:: Material to process ::
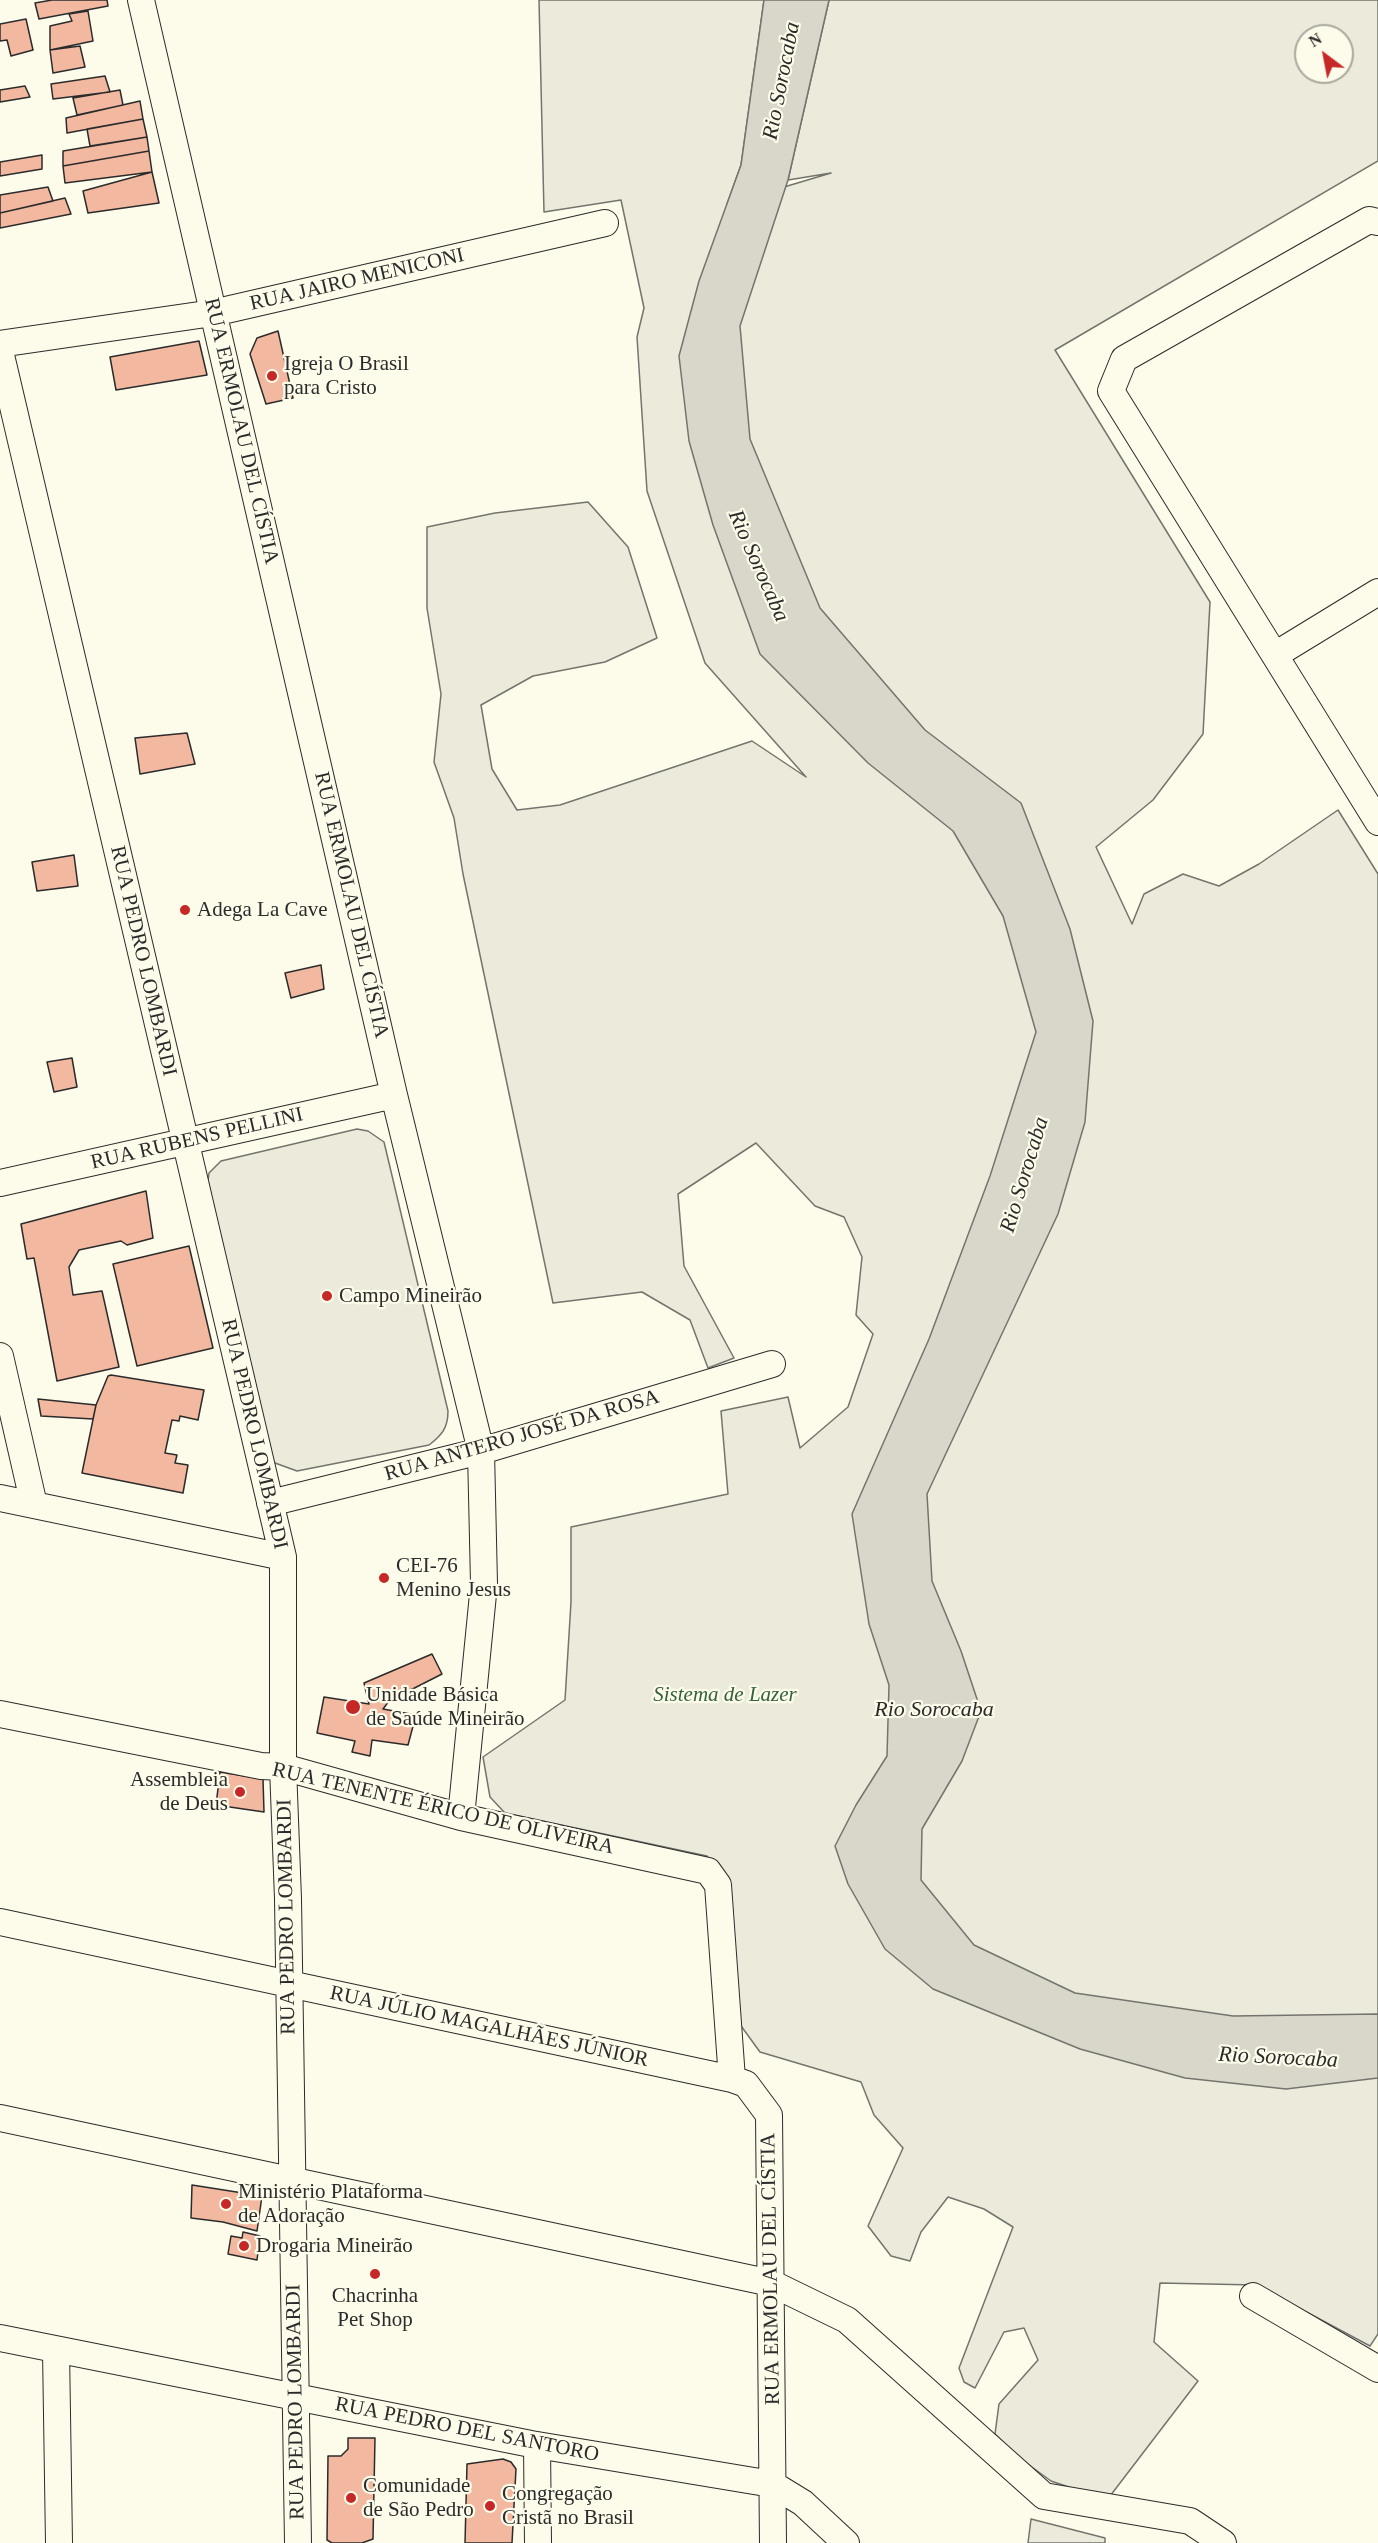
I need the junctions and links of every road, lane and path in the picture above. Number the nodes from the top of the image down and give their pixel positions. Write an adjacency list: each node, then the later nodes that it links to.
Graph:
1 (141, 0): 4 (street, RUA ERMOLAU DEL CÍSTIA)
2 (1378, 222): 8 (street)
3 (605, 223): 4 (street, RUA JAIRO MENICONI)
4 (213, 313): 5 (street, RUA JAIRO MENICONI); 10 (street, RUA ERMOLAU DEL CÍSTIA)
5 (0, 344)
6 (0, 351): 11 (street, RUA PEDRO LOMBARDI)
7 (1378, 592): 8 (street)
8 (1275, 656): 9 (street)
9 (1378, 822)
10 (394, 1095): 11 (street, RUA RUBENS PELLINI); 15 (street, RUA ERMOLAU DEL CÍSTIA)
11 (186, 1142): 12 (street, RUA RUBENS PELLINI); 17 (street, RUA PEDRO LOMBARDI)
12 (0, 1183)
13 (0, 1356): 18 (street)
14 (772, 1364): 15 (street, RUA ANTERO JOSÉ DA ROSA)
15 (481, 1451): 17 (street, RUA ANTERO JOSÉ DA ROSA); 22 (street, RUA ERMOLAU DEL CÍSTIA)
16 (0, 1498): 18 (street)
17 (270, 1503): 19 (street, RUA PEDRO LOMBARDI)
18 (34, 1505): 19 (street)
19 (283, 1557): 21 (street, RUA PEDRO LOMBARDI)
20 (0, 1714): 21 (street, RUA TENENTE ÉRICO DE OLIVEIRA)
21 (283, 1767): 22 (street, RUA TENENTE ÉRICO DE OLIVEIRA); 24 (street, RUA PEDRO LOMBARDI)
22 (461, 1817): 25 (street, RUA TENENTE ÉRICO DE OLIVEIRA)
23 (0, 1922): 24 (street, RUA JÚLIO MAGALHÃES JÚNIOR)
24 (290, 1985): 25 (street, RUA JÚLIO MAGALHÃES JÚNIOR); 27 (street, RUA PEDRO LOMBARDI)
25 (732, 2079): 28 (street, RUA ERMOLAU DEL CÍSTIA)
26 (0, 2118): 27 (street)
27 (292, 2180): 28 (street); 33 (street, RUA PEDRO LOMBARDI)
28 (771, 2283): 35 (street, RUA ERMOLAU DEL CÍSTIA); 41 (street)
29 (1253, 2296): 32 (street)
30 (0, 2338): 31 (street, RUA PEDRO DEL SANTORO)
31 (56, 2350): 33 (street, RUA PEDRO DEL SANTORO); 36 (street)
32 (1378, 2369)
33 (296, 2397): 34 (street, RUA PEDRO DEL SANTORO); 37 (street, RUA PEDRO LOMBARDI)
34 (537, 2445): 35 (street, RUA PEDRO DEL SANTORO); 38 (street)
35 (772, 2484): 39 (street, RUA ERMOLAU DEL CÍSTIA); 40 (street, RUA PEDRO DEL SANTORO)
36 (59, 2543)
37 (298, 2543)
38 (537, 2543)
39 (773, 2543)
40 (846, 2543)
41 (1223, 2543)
:::
— Exercise goal —
Copy out each line of the entries that holds "JÚNIOR".

— Result for this exercise —
23 (0, 1922): 24 (street, RUA JÚLIO MAGALHÃES JÚNIOR)
24 (290, 1985): 25 (street, RUA JÚLIO MAGALHÃES JÚNIOR); 27 (street, RUA PEDRO LOMBARDI)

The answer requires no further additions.